Aaron Swartz talks at the Creative Commons launch party:

"Right now you can only ask a search engine one question: 'What pages have these words in them?' When pages include RDF metadata, you will be able to ask more advanced questions like 'What's the current temperature in California?'"

Aaron, thank you for being optimistic. Someone still needs to be.

Back in 1996, when RDF was more an idea than an acronym, I worked on a side-project with my friend Travis Weller. It was based on RV Guha’s MCF and hosted at the domain metacontent.org. We demoed the first part of the software at Mactivity/Web, and I still have the slides for the presentation (click the logo to advance). It was a web server plug-in that served a site from an object database (the prototype used an embedded version of Userland’s Frontier database, but the idea was to eventually provide object-relational mappings to other more common databases). We called the web server portion Rendezvous, because it gathered pieces of content and metadata and assembled them together to serve a page. Apple likes that name too.
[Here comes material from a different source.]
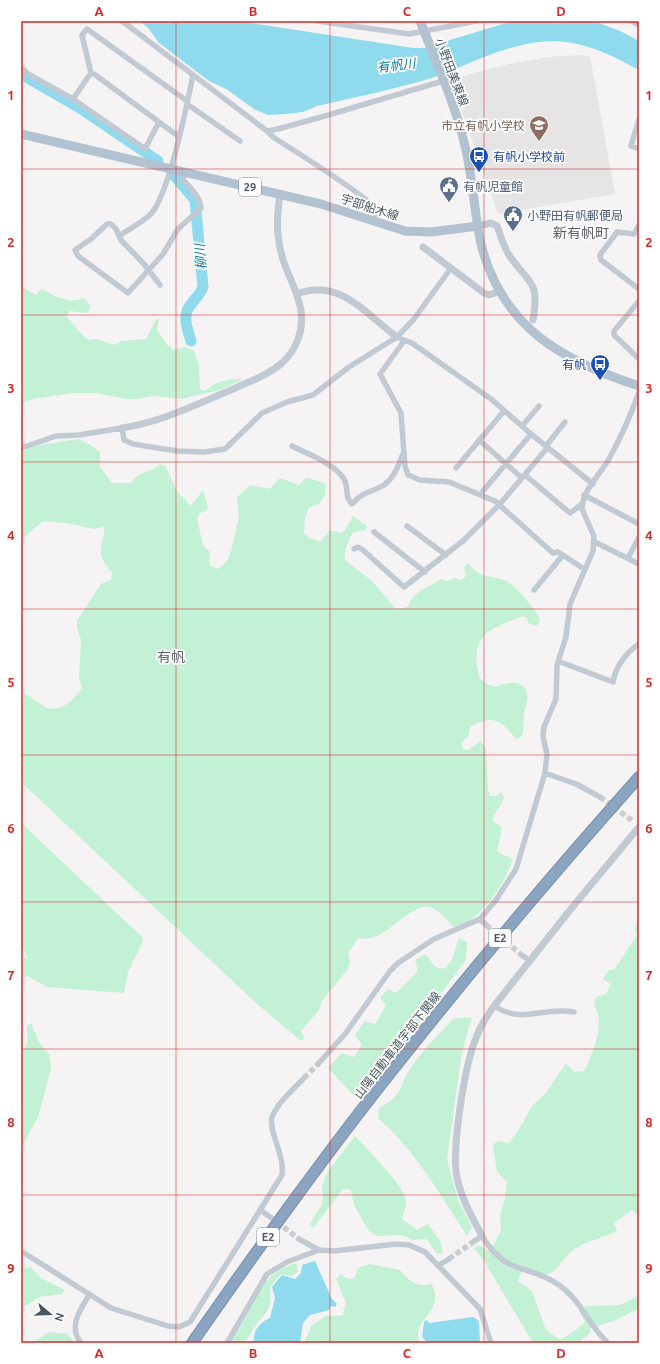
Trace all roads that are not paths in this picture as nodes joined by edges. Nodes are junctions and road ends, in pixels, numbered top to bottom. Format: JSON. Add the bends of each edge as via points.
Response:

We also designed parts of the admin interface, which was to be the killer app to enable thousands of web designers to make metadata an integral part of their web site. You sell users on the product by providing a great interface for managing an entire site’s content, and then handle organizing the metadata behind the scenes.

Somewhere along the way, we realized the magnitude of our goals and grew disillusioned. Or maybe we just found better day jobs. Either way, the metacontent.org domain expired and was taken by someone else, we never shipped any software (although I still have the code on a backup disk somewhere), and the W3C’s Semantic Web effort eventually emerged with a ton of smart people trying to solve this problem.

Yesterday I noticed that the metacontent.org domain was available again, so we took it back. Maybe I still have some optimism left in me after all.